Yine, konuşmasında, yolsuzlukla mücadele edileceğini söyledi. E günaydın! Bu Mecliste defalarca, yolsuzluğu araştıralım diye araştırma önergeleri, komisyon kuralım diye önergeler verildi; niye kabul etmediniz? Ne oldu da bugün yolsuzluklarla mücadele etmek aklınıza geldi? Bu ülkede ayakkabı kutuları, bu ülkede milyonluk saatler, bu ülkede uyuşturucu ticaretiyle ilgili iddialar, altın kaçakçılığı, bir sürü yolsuzluk; Ankara'yı yirmi yıl yöneten, parsel parsel Ankara'yı satan bir yönetim varken yolsuzluk aklınıza gelmedi; 31 Martta birinci parti olduktan sonra "Yolsuzluğu araştıralım..." Araştıralım, hepimiz araştıralım. Bugün yine söylüyorum: Gelin, komisyon kuralım; yirmi beş yılda, 99'dan bugüne kadar bu ülkede bakanlık yapmış, milletvekilliği yapmış, belediye başkanlığı yapmış olanları; 1'inci, 2'nci, 3'üncü derece akrabaları, ticari ilişkide olan ortakları araştıralım.

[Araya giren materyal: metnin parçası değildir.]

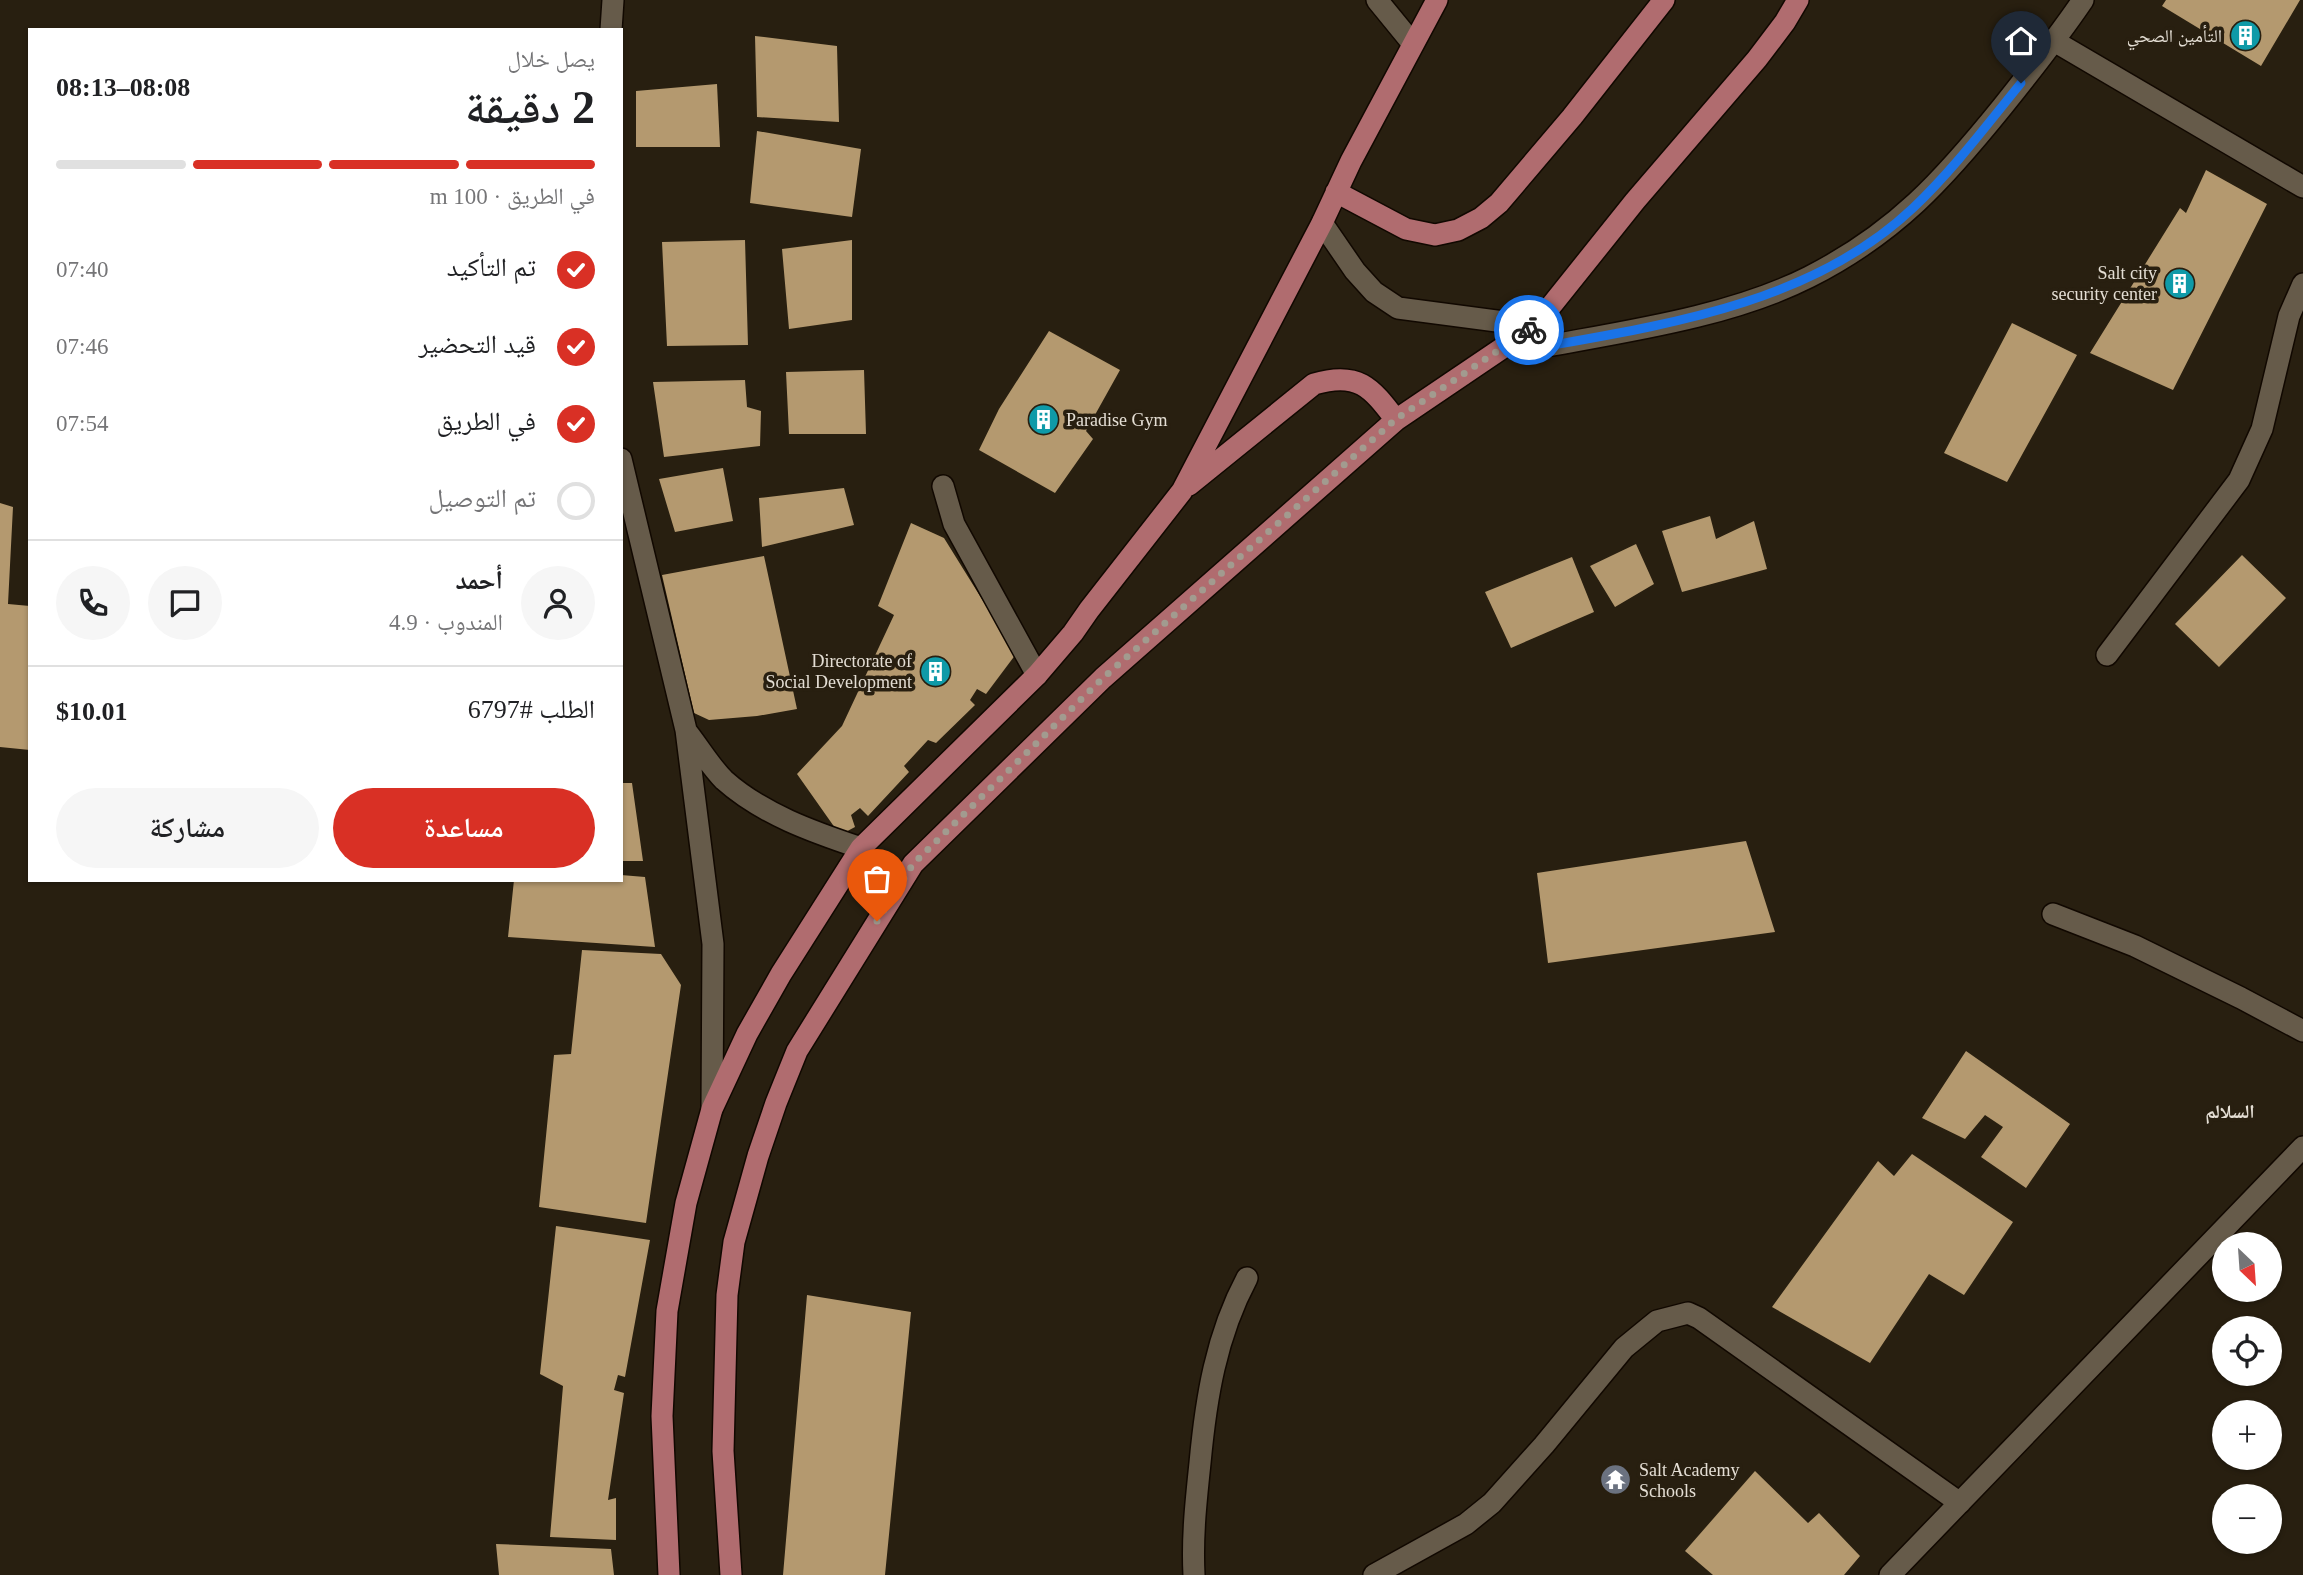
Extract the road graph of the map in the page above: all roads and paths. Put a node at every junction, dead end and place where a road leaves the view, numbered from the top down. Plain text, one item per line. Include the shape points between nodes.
1 (613, 0) edge
2 (1377, 0) edge
3 (1437, 0) edge
4 (1664, 0) edge
5 (1798, 0) edge
6 (2083, 0) edge
7 (611, 28) edge
8 (2054, 41) junction
9 (1413, 44) junction
10 (2303, 187) edge
11 (1336, 192) junction
12 (1322, 223) junction
13 (2303, 284) edge
14 (1535, 326) junction
15 (1396, 419) junction
16 (623, 467) edge
17 (943, 486) dead end
18 (1182, 491) junction
19 (2107, 655) dead end
20 (1037, 675) junction
21 (686, 730) junction
22 (861, 848) junction
23 (2053, 914) dead end
24 (2303, 1031) edge
25 (712, 1109) junction
26 (2303, 1147) edge
27 (1247, 1278) dead end
28 (1960, 1503) junction
29 (669, 1575) edge
30 (731, 1575) edge
31 (1194, 1575) edge
32 (1374, 1575) edge
33 (1890, 1575) edge

1 - 7 street
2 - 9 street
3 - 9 main road
4 - 11 main road via 1564,127 1481,218 1435,235 1406,229
5 - 14 main road via 1757,59
6 - 8 street
8 - 10 street
8 - 14 street via 1954,166 1911,210 1861,248 1808,278 1685,319 1553,345
9 - 11 main road
11 - 12 main road
12 - 14 street via 1361,278 1398,308
12 - 18 main road
13 - 19 street via 2290,316 2262,429 2239,480
14 - 15 main road
15 - 18 main road via 1368,387 1352,379 1314,384
15 - 30 main road via 1103,678 913,864 797,1051 758,1156 734,1242 727,1294 723,1451
16 - 21 street
17 - 20 street via 954,524
18 - 20 main road
20 - 22 main road
21 - 22 street via 722,777 744,796 805,829
21 - 25 street via 713,944
22 - 25 main road via 753,1022
23 - 24 street via 2135,946
25 - 29 main road via 686,1203 667,1311 662,1416
26 - 28 street
27 - 31 street via 1218,1347 1205,1415 1192,1534
28 - 32 street via 1688,1313 1657,1321 1624,1348 1492,1503 1466,1524
28 - 33 street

Biz bunu hep söylüyoruz: Tüyü bitmemiş yetimin hakkı var. Bugün bu ülkede emekli açlık sınırının yarısı kadar maaş alıyorsa, asgari ücretli üçte 2'sini alıyorsa bunun birinci sebebi yolsuzluktur. Yolsuzluk yoksulluğu doğurmuştur ama yirmi iki yılın sonunda bu ülkenin Cumhurbaşkanı "Yolsuzluğun üzerine gideceğiz." dedi. Gitmediğin yazık zaten, gitmediğin yazık. Aslında Sayın Grup Başkan Vekilim, bu bir talimat; kuralım Komisyonu, hemen dilekçeyi yazalım, hep beraber verelim. Bu ülkede kim tüyü bitmemiş yetimin, emeklinin, işçinin 1 kuruşuna el uzatıyorsa Allah onun belasını versin!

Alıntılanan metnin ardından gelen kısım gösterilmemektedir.